* TASK DIRECTIONS
Reprint every entry, character for character.

- Opening Delimiter -

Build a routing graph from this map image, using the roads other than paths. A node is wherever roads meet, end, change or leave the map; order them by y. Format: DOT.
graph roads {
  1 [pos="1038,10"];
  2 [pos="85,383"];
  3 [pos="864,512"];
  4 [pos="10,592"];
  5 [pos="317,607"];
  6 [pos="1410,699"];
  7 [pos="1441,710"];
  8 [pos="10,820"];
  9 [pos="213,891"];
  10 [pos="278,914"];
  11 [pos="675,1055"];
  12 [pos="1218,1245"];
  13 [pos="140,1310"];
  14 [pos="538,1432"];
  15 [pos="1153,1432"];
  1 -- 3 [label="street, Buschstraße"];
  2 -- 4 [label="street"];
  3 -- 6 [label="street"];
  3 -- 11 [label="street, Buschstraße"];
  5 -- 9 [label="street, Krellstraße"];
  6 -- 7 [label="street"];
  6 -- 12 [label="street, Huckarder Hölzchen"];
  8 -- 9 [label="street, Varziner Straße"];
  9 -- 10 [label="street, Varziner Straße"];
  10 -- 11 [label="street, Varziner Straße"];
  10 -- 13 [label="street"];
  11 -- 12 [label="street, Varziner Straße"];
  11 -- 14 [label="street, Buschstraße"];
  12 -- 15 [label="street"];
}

- Closing Delimiter -

* WRITTEN REPLY
Build a routing graph from this map image, using the roads other than paths. A node is wherever roads meet, end, change or leave the map; order them by y. Format: DOT.
graph roads {
  1 [pos="1038,10"];
  2 [pos="85,383"];
  3 [pos="864,512"];
  4 [pos="10,592"];
  5 [pos="317,607"];
  6 [pos="1410,699"];
  7 [pos="1441,710"];
  8 [pos="10,820"];
  9 [pos="213,891"];
  10 [pos="278,914"];
  11 [pos="675,1055"];
  12 [pos="1218,1245"];
  13 [pos="140,1310"];
  14 [pos="538,1432"];
  15 [pos="1153,1432"];
  1 -- 3 [label="street, Buschstraße"];
  2 -- 4 [label="street"];
  3 -- 6 [label="street"];
  3 -- 11 [label="street, Buschstraße"];
  5 -- 9 [label="street, Krellstraße"];
  6 -- 7 [label="street"];
  6 -- 12 [label="street, Huckarder Hölzchen"];
  8 -- 9 [label="street, Varziner Straße"];
  9 -- 10 [label="street, Varziner Straße"];
  10 -- 11 [label="street, Varziner Straße"];
  10 -- 13 [label="street"];
  11 -- 12 [label="street, Varziner Straße"];
  11 -- 14 [label="street, Buschstraße"];
  12 -- 15 [label="street"];
}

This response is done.